- [Exercise goal]: Reprint the entire listing exactly.

- [Records to use]:
********
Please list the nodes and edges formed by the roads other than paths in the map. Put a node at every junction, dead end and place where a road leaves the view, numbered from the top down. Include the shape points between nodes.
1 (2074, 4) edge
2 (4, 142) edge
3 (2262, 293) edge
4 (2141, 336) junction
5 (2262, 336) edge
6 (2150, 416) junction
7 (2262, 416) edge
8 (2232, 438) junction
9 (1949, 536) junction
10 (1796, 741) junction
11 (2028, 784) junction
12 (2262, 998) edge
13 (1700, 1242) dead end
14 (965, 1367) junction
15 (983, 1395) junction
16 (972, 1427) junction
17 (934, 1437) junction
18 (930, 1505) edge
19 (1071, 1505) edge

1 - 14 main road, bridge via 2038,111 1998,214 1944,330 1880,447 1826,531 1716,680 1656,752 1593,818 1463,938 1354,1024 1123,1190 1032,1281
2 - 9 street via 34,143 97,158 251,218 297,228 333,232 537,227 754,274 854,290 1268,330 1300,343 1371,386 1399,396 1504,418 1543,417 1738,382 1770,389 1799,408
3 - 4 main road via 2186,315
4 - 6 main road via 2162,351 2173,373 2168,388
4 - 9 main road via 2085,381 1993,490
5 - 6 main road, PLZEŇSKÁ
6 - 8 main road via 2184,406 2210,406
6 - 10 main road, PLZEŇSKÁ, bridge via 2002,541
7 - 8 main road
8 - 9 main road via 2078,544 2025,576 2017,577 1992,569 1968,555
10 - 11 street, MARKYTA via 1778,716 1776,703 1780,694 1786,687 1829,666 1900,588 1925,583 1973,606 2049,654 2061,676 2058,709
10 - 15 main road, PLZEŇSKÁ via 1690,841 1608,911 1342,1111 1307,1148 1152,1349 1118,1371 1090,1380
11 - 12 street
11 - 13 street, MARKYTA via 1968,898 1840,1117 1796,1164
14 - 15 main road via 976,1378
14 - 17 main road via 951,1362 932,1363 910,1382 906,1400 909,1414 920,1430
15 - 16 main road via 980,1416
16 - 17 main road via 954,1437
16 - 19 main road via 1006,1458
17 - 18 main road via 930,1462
********
- [Exercise output]:
Please list the nodes and edges formed by the roads other than paths in the map. Put a node at every junction, dead end and place where a road leaves the view, numbered from the top down. Include the shape points between nodes.
1 (2074, 4) edge
2 (4, 142) edge
3 (2262, 293) edge
4 (2141, 336) junction
5 (2262, 336) edge
6 (2150, 416) junction
7 (2262, 416) edge
8 (2232, 438) junction
9 (1949, 536) junction
10 (1796, 741) junction
11 (2028, 784) junction
12 (2262, 998) edge
13 (1700, 1242) dead end
14 (965, 1367) junction
15 (983, 1395) junction
16 (972, 1427) junction
17 (934, 1437) junction
18 (930, 1505) edge
19 (1071, 1505) edge

1 - 14 main road, bridge via 2038,111 1998,214 1944,330 1880,447 1826,531 1716,680 1656,752 1593,818 1463,938 1354,1024 1123,1190 1032,1281
2 - 9 street via 34,143 97,158 251,218 297,228 333,232 537,227 754,274 854,290 1268,330 1300,343 1371,386 1399,396 1504,418 1543,417 1738,382 1770,389 1799,408
3 - 4 main road via 2186,315
4 - 6 main road via 2162,351 2173,373 2168,388
4 - 9 main road via 2085,381 1993,490
5 - 6 main road, PLZEŇSKÁ
6 - 8 main road via 2184,406 2210,406
6 - 10 main road, PLZEŇSKÁ, bridge via 2002,541
7 - 8 main road
8 - 9 main road via 2078,544 2025,576 2017,577 1992,569 1968,555
10 - 11 street, MARKYTA via 1778,716 1776,703 1780,694 1786,687 1829,666 1900,588 1925,583 1973,606 2049,654 2061,676 2058,709
10 - 15 main road, PLZEŇSKÁ via 1690,841 1608,911 1342,1111 1307,1148 1152,1349 1118,1371 1090,1380
11 - 12 street
11 - 13 street, MARKYTA via 1968,898 1840,1117 1796,1164
14 - 15 main road via 976,1378
14 - 17 main road via 951,1362 932,1363 910,1382 906,1400 909,1414 920,1430
15 - 16 main road via 980,1416
16 - 17 main road via 954,1437
16 - 19 main road via 1006,1458
17 - 18 main road via 930,1462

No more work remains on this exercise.